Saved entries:

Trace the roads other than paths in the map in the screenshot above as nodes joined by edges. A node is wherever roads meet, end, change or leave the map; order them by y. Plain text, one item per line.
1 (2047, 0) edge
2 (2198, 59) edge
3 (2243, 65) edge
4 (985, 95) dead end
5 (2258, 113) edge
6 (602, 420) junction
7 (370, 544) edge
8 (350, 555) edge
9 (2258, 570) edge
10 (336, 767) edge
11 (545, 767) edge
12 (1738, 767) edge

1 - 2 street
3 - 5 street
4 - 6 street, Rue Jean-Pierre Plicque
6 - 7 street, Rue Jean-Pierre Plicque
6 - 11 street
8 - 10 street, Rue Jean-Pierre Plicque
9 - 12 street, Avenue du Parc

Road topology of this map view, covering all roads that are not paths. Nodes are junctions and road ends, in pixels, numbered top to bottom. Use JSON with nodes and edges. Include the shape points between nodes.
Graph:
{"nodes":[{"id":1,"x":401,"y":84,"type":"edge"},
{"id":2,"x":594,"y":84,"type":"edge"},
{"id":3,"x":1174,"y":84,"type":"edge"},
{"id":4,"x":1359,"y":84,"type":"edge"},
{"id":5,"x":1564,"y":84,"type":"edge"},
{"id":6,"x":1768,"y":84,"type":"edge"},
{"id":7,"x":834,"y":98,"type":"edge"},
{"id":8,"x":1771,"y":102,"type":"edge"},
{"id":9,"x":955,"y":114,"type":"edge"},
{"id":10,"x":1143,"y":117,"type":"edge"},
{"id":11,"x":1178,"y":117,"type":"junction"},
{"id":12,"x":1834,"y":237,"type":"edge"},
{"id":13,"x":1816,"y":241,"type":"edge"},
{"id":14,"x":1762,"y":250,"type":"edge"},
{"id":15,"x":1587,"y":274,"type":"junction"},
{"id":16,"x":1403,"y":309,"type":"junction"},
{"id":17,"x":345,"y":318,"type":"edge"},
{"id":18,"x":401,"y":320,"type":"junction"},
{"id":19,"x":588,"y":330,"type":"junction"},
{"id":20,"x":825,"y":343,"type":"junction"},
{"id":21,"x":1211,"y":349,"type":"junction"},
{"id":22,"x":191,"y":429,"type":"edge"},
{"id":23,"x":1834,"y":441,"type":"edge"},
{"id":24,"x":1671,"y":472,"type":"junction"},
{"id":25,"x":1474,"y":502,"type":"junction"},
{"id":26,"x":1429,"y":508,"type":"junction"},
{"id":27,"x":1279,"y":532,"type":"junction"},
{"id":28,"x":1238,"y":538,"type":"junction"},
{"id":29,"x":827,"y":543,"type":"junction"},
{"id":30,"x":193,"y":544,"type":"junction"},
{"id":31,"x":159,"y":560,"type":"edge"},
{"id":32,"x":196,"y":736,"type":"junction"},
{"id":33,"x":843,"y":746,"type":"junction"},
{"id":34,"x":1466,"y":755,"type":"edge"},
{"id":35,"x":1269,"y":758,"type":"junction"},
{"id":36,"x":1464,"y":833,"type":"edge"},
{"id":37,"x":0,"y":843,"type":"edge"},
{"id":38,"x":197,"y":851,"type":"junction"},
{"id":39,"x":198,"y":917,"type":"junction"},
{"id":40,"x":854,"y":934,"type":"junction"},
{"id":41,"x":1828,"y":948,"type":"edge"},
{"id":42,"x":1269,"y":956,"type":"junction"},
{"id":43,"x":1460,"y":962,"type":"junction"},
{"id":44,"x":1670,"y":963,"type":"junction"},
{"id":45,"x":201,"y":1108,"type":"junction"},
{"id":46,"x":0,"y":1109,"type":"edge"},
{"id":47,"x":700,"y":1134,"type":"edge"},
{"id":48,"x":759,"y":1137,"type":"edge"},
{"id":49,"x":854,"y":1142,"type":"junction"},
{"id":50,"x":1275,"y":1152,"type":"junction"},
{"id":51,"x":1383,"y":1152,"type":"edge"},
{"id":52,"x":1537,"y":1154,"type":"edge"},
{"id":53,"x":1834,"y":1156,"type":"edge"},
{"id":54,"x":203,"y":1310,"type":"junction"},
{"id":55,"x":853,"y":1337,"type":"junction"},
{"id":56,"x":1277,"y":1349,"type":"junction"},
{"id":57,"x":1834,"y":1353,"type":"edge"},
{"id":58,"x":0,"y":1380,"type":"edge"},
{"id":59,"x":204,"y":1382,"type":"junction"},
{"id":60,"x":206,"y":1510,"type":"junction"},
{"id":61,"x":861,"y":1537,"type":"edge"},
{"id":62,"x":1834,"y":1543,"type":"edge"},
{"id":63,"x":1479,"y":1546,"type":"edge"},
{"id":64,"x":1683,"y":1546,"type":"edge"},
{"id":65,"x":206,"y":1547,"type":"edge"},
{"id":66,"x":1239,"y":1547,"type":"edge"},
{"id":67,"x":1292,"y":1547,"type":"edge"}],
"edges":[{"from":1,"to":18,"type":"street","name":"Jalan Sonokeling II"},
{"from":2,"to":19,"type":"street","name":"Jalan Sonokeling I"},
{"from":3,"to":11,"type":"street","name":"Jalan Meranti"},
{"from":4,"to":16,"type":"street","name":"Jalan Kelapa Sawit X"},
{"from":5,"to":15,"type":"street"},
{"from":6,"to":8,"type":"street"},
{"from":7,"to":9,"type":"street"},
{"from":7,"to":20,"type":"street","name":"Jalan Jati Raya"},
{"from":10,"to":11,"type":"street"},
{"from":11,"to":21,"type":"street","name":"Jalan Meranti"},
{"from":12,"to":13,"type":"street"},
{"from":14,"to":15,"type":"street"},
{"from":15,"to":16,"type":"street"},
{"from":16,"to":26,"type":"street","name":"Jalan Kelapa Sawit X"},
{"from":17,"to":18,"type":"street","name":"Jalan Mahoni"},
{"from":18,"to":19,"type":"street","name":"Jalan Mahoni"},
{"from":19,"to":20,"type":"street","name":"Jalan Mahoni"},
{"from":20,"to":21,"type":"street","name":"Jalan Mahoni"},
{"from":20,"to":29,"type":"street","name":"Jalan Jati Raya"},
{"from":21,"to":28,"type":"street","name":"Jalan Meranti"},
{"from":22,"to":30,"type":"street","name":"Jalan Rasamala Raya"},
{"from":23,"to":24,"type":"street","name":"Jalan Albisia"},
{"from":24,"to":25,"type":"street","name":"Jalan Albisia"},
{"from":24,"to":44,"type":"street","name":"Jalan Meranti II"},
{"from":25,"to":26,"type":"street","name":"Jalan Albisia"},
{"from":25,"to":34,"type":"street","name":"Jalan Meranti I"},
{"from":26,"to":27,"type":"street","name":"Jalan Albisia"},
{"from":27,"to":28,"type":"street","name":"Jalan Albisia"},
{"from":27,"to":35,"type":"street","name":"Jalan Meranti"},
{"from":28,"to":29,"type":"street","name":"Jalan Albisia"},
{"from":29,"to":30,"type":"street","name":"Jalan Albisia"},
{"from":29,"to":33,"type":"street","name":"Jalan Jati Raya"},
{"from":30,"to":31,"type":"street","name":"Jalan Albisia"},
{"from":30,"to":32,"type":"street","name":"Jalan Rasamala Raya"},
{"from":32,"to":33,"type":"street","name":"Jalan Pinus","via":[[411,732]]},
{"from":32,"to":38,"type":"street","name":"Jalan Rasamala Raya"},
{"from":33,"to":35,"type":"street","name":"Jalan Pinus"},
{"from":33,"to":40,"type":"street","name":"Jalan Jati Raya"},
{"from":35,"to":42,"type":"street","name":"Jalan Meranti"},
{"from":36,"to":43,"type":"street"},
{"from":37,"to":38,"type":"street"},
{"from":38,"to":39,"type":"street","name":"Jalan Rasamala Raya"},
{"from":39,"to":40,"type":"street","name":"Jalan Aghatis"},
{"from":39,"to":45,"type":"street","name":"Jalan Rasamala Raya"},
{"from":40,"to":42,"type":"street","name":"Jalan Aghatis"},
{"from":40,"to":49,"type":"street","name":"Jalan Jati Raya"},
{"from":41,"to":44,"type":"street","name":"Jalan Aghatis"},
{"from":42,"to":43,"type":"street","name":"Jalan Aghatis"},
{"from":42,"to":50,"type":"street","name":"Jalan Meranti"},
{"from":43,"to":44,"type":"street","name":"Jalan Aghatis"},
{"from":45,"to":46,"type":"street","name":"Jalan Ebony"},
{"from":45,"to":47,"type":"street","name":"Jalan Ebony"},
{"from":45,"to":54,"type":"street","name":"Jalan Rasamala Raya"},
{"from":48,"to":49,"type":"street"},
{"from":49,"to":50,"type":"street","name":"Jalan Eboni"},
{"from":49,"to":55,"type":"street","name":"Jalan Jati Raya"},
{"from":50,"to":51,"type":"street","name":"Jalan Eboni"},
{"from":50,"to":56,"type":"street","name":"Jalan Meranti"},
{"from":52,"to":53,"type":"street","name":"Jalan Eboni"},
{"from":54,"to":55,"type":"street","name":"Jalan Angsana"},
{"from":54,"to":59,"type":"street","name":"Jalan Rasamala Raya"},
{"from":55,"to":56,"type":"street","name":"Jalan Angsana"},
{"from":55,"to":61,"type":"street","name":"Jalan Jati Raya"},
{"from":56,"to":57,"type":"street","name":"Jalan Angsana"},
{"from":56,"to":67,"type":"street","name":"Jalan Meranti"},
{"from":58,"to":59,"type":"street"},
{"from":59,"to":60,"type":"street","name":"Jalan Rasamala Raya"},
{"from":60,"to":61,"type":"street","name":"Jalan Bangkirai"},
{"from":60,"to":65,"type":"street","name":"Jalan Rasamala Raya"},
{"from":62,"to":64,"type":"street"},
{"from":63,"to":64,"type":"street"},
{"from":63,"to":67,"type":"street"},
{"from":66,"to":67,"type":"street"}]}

ABOUT THIS TASK ▸
Every line in the records that holds the word "Pinus" should be copied into the answer.

WRITTEN SOLUTION ▸
{"from":32,"to":33,"type":"street","name":"Jalan Pinus","via":[[411,732]]},
{"from":33,"to":35,"type":"street","name":"Jalan Pinus"},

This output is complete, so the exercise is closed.